* Assignment *
Across the records that follow, count each line holding "roads", and write only the total.

------------------------------

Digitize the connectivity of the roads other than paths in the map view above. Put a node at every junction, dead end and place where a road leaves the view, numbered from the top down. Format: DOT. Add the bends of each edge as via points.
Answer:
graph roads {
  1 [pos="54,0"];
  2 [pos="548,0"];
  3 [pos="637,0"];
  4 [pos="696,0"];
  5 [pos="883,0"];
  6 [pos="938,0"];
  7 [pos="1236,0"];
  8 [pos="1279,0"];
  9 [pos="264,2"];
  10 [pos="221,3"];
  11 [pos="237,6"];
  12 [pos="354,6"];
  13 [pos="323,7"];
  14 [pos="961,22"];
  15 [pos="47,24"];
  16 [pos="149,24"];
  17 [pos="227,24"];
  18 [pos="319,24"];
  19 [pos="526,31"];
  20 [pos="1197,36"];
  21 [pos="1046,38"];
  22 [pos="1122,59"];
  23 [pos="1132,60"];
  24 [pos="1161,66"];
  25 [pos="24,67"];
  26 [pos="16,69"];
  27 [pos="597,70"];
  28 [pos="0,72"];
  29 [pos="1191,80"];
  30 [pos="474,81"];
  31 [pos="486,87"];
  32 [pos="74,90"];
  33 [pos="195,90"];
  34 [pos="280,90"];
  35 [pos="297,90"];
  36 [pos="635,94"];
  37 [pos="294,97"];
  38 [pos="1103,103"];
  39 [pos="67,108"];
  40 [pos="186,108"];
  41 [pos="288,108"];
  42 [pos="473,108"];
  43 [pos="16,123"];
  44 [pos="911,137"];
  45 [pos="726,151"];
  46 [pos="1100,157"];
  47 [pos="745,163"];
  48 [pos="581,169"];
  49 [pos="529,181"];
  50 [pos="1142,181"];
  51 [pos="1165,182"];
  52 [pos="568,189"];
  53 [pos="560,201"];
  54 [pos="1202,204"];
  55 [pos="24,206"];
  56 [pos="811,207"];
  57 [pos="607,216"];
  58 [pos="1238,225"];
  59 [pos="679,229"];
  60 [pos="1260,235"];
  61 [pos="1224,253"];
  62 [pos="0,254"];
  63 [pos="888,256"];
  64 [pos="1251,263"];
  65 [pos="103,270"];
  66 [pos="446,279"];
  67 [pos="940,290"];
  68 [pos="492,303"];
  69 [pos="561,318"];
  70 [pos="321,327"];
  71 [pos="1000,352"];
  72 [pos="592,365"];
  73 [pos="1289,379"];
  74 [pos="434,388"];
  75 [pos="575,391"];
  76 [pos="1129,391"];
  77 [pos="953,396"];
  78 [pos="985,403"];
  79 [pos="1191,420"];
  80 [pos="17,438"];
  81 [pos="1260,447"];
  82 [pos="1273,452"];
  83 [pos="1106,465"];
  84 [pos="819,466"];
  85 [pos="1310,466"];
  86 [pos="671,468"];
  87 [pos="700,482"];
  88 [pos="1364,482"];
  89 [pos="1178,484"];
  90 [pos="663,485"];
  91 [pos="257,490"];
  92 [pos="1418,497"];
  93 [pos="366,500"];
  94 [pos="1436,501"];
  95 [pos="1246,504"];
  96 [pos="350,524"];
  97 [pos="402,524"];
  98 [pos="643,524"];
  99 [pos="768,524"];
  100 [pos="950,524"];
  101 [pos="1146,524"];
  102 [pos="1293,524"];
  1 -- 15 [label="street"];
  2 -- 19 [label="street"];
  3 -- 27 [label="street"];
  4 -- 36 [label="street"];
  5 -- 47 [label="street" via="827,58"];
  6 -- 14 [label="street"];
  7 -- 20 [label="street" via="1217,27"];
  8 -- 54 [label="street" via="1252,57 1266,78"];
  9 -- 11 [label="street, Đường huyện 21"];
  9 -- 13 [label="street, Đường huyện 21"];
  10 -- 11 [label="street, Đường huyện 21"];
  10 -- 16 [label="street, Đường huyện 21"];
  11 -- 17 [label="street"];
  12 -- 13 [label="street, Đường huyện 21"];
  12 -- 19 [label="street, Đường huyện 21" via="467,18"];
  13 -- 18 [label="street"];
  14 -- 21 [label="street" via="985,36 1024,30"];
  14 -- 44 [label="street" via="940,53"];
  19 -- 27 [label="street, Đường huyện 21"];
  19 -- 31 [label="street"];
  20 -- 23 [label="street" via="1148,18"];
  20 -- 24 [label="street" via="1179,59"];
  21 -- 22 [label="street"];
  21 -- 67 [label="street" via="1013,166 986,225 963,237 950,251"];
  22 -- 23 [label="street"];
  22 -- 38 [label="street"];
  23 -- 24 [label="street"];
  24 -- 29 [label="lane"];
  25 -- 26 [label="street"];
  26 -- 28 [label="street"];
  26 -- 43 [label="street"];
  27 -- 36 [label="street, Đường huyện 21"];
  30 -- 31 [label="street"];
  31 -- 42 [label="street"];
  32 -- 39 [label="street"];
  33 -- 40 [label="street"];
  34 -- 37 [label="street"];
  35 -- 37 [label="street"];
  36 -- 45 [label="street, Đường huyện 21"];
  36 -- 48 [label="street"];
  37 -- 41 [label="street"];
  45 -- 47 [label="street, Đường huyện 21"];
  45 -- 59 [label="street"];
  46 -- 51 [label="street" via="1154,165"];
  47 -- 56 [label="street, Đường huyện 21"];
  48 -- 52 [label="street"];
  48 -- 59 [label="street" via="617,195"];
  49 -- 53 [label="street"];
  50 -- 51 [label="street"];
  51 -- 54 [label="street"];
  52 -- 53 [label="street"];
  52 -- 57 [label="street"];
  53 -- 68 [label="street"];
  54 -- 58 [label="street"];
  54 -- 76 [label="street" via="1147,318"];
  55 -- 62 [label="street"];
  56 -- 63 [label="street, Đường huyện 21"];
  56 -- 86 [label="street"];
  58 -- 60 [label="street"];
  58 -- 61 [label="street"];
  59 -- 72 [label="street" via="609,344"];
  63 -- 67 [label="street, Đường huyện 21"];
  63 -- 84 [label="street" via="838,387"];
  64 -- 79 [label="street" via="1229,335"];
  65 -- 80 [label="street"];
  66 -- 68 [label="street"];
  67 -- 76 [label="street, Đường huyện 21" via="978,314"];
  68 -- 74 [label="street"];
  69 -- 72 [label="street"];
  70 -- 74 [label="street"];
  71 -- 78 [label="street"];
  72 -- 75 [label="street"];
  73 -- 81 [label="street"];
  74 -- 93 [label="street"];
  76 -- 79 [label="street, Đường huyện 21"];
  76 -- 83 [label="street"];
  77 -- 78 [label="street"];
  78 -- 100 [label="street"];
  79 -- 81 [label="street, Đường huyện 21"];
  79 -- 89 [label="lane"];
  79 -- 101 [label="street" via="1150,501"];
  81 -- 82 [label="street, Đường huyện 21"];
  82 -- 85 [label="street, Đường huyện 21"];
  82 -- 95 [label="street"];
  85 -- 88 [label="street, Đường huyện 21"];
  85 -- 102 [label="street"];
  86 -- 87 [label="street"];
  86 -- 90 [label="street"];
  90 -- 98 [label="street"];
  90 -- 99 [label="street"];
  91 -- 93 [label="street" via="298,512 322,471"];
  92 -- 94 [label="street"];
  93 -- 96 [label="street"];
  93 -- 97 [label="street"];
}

------------------------------

* Solved exercise *
2